Nach dem Rassismus-Eklat im DFB-Pokalspiel zwischen dem FC Schalke 04 und Hertha BSC hat der DFB Stellung bezogen. Wie der Verband mitteilte, hat der Kontrollausschuss Ermittlungen eingeleitet. 


Während der zweiten Halbzeit des Pokalspiels soll Hertha-Innenverteidiger Jordan Torunarigha von einigen Schalker Fans rassistisch beleidigt worden sein, wie Trainer Jürgen Klinsmann und Mannschaftskapitän Niklas Stark nach der Partie erklärten. "Es gab rassistische Beleidigungen von der Tribüne. Jordan ist ein emotionaler Spieler. Wenn so etwas passiert, wäre ich wahrscheinlich auch ausgerastet. Sowas geht nicht. Das ist menschlich ganz abstoßend", wird Stark von der Süddeutschen Zeitung zitiert.


In der Regel erfolgt beim Verdacht auf rassistische Äußerungen eine Durchsage des Stadionsprechers.
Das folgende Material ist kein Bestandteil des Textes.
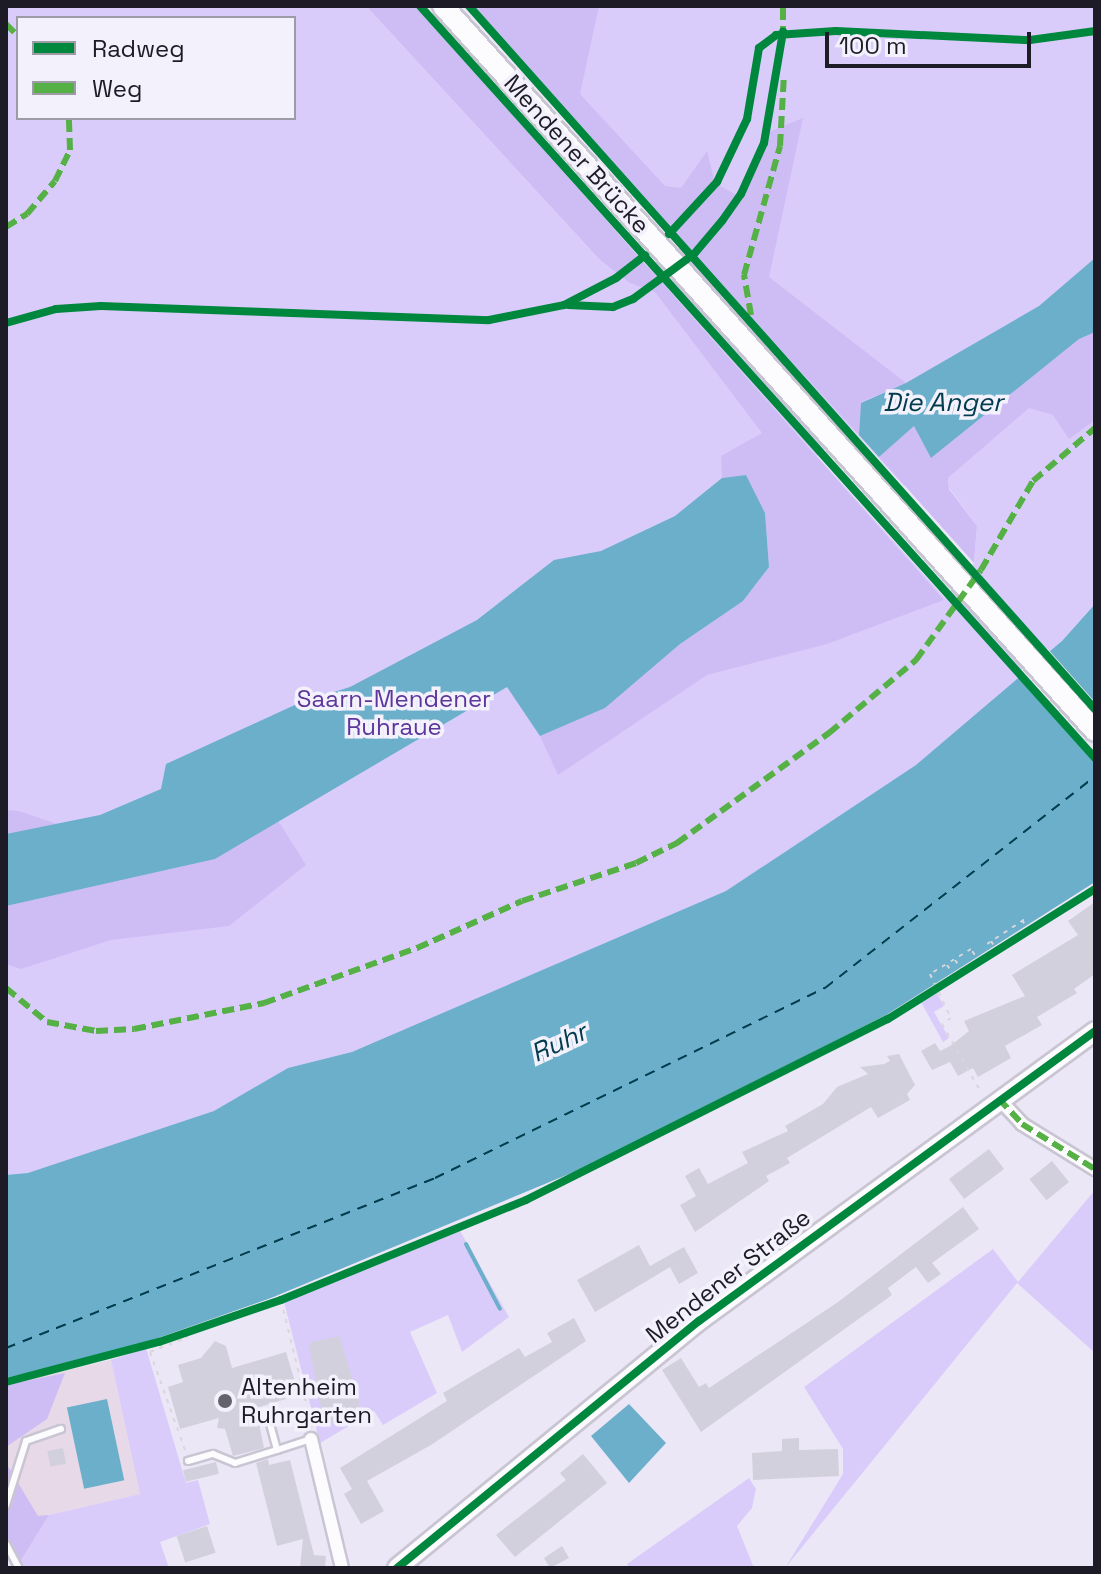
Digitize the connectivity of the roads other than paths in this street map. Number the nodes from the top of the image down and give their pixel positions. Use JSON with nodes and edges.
{"nodes":[{"id":1,"x":443,"y":6,"type":"edge"},
{"id":2,"x":1095,"y":731,"type":"edge"},
{"id":3,"x":1095,"y":1031,"type":"edge"},
{"id":4,"x":999,"y":1099,"type":"junction"},
{"id":5,"x":1095,"y":1169,"type":"edge"},
{"id":6,"x":269,"y":1420,"type":"dead end"},
{"id":7,"x":61,"y":1429,"type":"dead end"},
{"id":8,"x":311,"y":1439,"type":"joint"},
{"id":9,"x":277,"y":1450,"type":"junction"},
{"id":10,"x":188,"y":1461,"type":"road end"},
{"id":11,"x":6,"y":1505,"type":"edge"},
{"id":12,"x":6,"y":1544,"type":"edge"},
{"id":13,"x":402,"y":1567,"type":"edge"},
{"id":14,"x":19,"y":1568,"type":"edge"},
{"id":15,"x":342,"y":1568,"type":"edge"}],
"edges":[{"from":1,"to":2,"type":"main road","name":"Mendener Brücke"},
{"from":3,"to":4,"type":"main road","name":"Mendener Straße"},
{"from":4,"to":5,"type":"street"},
{"from":4,"to":13,"type":"main road","name":"Mendener Straße"},
{"from":6,"to":9,"type":"lane"},
{"from":7,"to":11,"type":"lane"},
{"from":8,"to":9,"type":"lane"},
{"from":8,"to":15,"type":"street"},
{"from":9,"to":10,"type":"lane"},
{"from":12,"to":14,"type":"lane"}]}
Dass diese ausblieb, war laut Sportbuzzer der Tatsache geschuldet, dass Schiedsrichter Harm Osmers erst nach dem Ende der regulären Spielzeit von Michael Preetz über den Vorfall informiert worden sei. Der Geschäftsführer der Berliner Hertha erklärte in einer auf der Vereinswebsite veröffentlichten Stellungnahme:


"Ich habe vor Beginn der Verlängerung zunächst mit Jordan gesprochen und im Anschluss sowohl den vierten Offiziellen sowie den Schiedsrichter über den Vorfall informiert - mit der Bitte versehen, unseren Spieler zu schützen. Zudem war ich nach dem Spiel in der Kabine nochmals mit dem Schiedsrichtergespann im Austausch."

"Wir verurteilen jegliche Form von Rassismus auf das Schärfste! Rassistische Beleidigungen sind in jedem Stadion ebenso wie in jeder anderen Situation des Lebens zu verurteilen. Jordan Torunarigha wurde als Spieler unserer Mannschaft, Teil von Hertha BSC und Mitglied unserer Gesellschaft rassistisch beleidigt. Uns alle hat dieser Vorfall sehr getroffen und wir stehen geschlossen hinter unserem Spieler", so Preetz weiter.


DFB-Kontrollausschuss ermittelt


Mittlerweile hat sich auch der Deutsche Fußball-Bund eingeschaltet, auf Twitter kündigte der Verband Ermittlungen an. Preetz sagt dem DFB die volle Unterstützung zu: "Hertha BSC und Jordan Torunarigha werden schriftlich dazu Stellung nehmen und damit die Ermittlungen des Kontrollausschusses des DFB unterstützen." 

Auch die Verantwortlichen des FC Schalke zeigten noch am Dienstagabend klare Kante. "Da gibt es null Toleranz. Mir fehlt jegliches Verständnis für Vollidioten dieser Art. Wir werden alles dafür tun, dass wir diejenigen, die dafür verantwortlich sind, ausfindig machen und mit Konsequenzen belegen", sagte Sportvorstand Jochen Schneider. Trainer David Wagner habe die Rufe am Spielfeldrand nicht vernommen, entschuldigte sich dennoch für den Vorfall. "So was gehört sich nicht. In England wird derjenige sofort gepackt und dann raus", so der ehemalige Cheftrainer von Huddersfield Town.